In alcuni pazienti con disturbi bipolari può manifestarsi una fase maniacale.
Questa si caratterizza per idee insolite e rapidamente mutevoli, sensazione immotivata di felicità e iperattività motoria. Se compaiono tali sintomi, è necessario contattare immediatamente il medico.
Nei primi periodi di trattamento possono manifestarsi sintomi come agitazione o difficoltà a stare seduti o in piedi fermi. In caso di comparsa di uno qualsiasi di questi sintomi, informare immediatamente il medico.
Medicinali come Elicea (cosiddetti SSRI o SNRI) possono causare disturbi della funzione sessuale (vedere punto 4). In alcuni casi, tali sintomi possono persistere anche dopo l’interruzione del trattamento.
Pensieri suicidi e peggioramento dei sintomi della depressione o dei disturbi d’ansia
Se il paziente soffre di depressione e/o disturbi d’ansia, possono esservi pensieri di autolesionismo o suicidio. Tali sintomi o comportamenti possono peggiorare all’inizio del trattamento con antidepressivi, poiché questi medicinali iniziano a fare effetto solitamente dopo circa 2 settimane, a volte più tardi.

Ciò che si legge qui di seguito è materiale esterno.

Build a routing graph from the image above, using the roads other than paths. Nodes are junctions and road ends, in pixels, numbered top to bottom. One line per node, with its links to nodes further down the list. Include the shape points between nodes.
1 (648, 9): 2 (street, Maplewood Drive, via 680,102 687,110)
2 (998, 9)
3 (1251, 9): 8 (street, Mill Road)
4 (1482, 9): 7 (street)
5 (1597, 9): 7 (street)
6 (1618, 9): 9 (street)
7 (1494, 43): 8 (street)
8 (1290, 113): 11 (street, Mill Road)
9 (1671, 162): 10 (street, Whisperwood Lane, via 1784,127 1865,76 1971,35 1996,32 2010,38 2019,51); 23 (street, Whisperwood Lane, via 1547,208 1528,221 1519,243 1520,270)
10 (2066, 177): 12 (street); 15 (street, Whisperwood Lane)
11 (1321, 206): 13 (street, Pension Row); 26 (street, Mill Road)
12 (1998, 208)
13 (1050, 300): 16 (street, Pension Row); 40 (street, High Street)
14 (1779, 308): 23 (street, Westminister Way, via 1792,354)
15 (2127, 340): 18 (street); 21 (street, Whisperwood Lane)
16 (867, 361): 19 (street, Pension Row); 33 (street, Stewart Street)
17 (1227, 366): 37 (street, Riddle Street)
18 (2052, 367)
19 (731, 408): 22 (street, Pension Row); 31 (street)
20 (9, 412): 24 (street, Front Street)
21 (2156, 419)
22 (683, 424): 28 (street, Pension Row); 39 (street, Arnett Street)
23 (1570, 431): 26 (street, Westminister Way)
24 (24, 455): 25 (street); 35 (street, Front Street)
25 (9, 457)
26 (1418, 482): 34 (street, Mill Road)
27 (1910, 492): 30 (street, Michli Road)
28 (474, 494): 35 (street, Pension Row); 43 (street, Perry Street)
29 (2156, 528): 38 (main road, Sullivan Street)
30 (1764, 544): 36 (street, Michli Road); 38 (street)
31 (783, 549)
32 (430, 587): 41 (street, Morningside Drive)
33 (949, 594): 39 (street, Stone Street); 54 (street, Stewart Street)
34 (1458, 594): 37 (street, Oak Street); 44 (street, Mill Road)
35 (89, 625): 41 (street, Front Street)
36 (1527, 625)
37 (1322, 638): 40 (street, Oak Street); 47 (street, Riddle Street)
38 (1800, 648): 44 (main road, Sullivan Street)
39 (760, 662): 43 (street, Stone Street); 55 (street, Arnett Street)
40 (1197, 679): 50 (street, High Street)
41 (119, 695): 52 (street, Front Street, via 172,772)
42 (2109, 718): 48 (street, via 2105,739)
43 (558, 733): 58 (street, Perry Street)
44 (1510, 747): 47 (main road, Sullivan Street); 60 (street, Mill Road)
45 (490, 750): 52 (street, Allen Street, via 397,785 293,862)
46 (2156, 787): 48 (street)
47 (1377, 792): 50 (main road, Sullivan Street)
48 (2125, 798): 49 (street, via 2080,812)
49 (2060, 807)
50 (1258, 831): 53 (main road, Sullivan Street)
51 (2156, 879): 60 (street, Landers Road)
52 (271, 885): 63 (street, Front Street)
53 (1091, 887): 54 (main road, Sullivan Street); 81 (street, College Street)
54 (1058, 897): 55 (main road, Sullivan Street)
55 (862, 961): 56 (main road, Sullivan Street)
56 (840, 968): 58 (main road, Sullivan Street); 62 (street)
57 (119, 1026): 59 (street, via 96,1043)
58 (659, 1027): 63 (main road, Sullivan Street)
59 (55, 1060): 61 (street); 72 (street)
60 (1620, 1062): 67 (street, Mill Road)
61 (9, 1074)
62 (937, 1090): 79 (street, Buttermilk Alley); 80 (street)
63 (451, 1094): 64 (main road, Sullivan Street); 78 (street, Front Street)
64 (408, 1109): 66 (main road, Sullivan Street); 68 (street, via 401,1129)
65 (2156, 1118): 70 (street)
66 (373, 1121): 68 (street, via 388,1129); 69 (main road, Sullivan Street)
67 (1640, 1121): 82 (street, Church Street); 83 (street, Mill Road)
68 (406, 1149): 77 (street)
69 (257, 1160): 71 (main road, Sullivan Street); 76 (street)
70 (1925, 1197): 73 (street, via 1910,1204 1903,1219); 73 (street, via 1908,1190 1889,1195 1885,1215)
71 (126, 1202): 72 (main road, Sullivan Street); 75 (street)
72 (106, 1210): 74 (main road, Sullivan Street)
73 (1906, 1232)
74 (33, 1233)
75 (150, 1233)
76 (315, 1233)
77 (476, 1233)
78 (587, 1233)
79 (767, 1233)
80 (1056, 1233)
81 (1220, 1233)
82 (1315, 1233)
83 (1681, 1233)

Tali sintomi sono più probabili:
- nei pazienti che in precedenza hanno già manifestato pensieri suicidi o autolesionismo,
- nei giovani adulti. I dati degli studi clinici mostrano un aumento del rischio di comportamenti suicidi in persone di età inferiore ai 25 anni con disturbi psichici trattati con antidepressivi.
Se il paziente manifesta pensieri suicidi o autolesionismo, è necessario informare immediatamente il proprio medico o rivolgersi al più vicino centro sanitario.
Potrebbe essere utile informare familiari o amici riguardo alla depressione o ai disturbi d’ansia e chiedere loro di leggere questo foglietto illustrativo. Il paziente può chiedere loro di avvertirlo qualora notino un peggioramento della depressione o dell’ansia o cambiamenti preoccupanti nel comportamento.
Bambini e adolescenti
Il medicinale Elicea non deve essere utilizzato nei bambini e negli adolescenti di età inferiore ai 18 anni. L’assunzione di medicinali di questa classe nei pazienti di età inferiore ai 18 anni è associata a un rischio maggiore di effetti indesiderati, come tentativi di suicidio, pensieri suicidi e ostilità (in particolare aggressività, comportamenti ribelli e manifestazioni di rabbia). Nonostante ciò, il medico può prescrivere Elicea a un paziente di età inferiore ai 18 anni se lo ritiene necessario. Se il medico ha prescritto Elicea a un paziente di età inferiore ai 18 anni e ciò suscita dubbi, è necessario ricontattare il medico. In caso di comparsa o peggioramento dei sintomi sopra descritti nei pazienti di età inferiore ai 18 anni che assumono Elicea, informare immediatamente il medico.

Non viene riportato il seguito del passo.